DATA:
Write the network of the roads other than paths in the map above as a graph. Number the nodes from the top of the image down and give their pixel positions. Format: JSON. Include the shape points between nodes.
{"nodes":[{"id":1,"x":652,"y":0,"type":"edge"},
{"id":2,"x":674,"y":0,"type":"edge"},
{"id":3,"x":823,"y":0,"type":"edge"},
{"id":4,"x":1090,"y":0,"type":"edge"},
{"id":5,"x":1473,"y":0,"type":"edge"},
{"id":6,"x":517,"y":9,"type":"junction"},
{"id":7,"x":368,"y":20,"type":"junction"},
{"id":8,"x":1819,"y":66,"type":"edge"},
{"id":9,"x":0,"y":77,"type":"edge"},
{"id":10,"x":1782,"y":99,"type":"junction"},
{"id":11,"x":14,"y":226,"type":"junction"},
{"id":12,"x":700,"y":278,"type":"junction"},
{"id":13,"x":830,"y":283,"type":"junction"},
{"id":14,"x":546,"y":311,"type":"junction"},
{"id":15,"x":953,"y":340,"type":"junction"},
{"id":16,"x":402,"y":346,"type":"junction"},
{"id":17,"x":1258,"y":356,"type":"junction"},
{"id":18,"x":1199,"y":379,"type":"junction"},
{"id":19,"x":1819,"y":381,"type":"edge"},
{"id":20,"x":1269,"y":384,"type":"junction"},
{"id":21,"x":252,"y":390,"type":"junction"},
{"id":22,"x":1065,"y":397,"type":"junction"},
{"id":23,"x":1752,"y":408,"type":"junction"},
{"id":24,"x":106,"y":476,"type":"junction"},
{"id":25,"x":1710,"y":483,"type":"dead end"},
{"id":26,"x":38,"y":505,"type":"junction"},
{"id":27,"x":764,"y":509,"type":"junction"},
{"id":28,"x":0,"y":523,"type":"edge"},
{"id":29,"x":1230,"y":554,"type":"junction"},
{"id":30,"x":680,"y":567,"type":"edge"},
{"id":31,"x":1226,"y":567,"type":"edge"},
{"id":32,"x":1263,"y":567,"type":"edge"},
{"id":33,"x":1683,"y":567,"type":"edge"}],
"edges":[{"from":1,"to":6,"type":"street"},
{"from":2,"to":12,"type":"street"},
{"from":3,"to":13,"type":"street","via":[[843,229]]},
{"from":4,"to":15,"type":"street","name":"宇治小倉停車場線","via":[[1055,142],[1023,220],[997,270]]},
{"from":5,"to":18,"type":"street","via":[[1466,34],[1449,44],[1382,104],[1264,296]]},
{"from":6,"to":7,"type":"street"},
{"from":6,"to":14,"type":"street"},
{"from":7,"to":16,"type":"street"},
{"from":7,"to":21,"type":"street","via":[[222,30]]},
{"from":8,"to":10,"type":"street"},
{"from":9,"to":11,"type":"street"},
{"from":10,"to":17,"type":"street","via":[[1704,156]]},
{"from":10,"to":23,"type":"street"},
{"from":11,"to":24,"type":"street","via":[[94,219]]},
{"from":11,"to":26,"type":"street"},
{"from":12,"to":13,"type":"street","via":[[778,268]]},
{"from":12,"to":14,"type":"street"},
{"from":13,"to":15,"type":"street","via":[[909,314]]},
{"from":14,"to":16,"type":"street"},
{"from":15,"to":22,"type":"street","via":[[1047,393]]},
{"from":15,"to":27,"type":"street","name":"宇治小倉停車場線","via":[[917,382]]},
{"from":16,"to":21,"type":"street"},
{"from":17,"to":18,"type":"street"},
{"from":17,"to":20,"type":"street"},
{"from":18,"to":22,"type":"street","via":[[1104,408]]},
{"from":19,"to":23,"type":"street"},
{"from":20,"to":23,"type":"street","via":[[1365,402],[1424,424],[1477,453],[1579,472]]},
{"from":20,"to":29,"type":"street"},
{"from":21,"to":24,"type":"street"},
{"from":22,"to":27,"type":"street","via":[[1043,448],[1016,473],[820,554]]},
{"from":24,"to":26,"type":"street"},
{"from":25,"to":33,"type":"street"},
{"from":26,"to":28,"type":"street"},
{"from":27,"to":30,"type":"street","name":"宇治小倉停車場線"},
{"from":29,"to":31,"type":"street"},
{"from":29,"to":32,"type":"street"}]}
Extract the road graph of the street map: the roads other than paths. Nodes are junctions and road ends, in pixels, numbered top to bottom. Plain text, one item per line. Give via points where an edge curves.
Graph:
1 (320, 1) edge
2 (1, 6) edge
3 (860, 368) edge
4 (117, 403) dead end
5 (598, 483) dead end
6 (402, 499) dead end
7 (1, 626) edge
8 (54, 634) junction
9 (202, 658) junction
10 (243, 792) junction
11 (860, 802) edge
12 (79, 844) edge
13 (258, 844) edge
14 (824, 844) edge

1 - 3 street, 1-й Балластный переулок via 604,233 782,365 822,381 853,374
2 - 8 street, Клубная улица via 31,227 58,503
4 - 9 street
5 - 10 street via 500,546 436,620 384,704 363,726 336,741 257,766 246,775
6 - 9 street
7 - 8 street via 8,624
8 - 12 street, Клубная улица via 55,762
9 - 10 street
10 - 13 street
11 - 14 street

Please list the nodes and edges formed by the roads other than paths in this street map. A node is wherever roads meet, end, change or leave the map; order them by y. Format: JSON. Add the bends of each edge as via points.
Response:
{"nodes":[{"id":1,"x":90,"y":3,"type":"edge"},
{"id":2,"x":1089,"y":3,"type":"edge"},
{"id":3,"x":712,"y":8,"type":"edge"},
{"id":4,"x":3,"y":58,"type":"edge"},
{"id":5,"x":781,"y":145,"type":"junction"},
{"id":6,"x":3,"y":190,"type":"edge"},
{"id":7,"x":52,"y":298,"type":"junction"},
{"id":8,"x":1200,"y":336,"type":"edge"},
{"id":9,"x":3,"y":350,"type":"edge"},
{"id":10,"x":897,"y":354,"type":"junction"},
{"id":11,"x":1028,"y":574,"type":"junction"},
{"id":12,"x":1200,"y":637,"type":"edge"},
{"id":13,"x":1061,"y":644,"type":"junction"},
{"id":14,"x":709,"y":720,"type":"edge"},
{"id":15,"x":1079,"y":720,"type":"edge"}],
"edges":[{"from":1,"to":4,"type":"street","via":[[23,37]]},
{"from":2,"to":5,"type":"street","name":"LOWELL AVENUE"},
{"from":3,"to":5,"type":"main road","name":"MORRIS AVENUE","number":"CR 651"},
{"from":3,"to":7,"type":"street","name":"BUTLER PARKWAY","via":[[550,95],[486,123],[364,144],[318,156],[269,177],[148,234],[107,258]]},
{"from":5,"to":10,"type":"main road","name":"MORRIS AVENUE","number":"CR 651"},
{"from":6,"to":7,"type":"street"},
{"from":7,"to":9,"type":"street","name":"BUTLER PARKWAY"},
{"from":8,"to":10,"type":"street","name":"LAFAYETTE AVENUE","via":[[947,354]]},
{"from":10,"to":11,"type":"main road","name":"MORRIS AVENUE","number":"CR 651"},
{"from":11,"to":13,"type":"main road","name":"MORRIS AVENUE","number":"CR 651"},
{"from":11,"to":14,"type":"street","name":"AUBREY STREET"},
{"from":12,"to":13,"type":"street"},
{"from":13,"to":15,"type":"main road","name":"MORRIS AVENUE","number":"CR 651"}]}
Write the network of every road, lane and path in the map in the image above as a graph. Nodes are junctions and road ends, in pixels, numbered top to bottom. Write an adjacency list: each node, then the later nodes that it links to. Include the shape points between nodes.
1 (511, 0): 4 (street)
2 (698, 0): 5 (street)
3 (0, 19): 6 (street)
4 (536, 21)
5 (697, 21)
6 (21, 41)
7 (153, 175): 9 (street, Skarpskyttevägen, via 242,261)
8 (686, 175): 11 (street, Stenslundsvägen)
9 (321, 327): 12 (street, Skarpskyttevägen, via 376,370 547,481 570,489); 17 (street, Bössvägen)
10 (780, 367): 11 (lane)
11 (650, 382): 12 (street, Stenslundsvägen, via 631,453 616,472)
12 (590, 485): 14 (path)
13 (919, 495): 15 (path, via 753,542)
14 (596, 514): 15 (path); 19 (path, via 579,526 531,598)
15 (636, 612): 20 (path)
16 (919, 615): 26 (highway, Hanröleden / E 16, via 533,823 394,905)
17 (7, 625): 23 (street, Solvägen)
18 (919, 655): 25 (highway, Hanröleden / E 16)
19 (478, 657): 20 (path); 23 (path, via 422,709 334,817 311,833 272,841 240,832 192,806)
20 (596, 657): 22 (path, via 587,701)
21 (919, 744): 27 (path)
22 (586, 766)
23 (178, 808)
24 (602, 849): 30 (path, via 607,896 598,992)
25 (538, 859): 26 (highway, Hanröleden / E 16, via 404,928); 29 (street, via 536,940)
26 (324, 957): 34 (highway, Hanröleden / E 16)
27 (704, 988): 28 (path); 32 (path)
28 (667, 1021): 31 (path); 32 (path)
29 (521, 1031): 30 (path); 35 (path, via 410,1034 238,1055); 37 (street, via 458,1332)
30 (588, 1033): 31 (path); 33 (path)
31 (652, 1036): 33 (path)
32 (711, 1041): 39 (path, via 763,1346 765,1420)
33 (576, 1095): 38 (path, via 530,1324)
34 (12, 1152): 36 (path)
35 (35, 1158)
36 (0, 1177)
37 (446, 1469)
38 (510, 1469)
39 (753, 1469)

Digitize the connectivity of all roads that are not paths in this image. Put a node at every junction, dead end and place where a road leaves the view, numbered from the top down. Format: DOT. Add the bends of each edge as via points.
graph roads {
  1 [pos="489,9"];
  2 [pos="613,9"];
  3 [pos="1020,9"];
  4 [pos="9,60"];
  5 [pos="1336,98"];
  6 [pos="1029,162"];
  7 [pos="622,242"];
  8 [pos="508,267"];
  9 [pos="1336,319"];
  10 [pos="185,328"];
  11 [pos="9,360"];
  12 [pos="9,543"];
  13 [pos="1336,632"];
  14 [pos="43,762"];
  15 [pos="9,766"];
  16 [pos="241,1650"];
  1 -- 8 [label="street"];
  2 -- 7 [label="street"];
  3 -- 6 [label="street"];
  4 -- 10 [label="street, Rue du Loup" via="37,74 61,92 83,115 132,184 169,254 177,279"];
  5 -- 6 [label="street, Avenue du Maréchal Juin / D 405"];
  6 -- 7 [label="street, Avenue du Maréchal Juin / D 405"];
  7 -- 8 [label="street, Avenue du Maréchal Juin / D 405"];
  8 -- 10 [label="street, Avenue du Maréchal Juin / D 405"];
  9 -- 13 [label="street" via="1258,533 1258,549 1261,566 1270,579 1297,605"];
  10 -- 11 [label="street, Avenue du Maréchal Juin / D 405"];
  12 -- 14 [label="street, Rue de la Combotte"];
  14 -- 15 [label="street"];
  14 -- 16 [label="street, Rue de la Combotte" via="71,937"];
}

PROBLEM DESCRIPTION: Scan the data for the string "between" and copy each line in which it occurs.

ANSWER TO THIS PROBLEM:
Write the network of the roads other than paths in the map above as a graph. Number the nodes from the top of the image down and give their pixel positions. Format: JSON. Include the shape points between nodes.
Write the network of every road, lane and path in the map in the image above as a graph. Nodes are junctions and road ends, in pixels, numbered top to bottom. Write an adjacency list: each node, then the later nodes that it links to. Include the shape points between nodes.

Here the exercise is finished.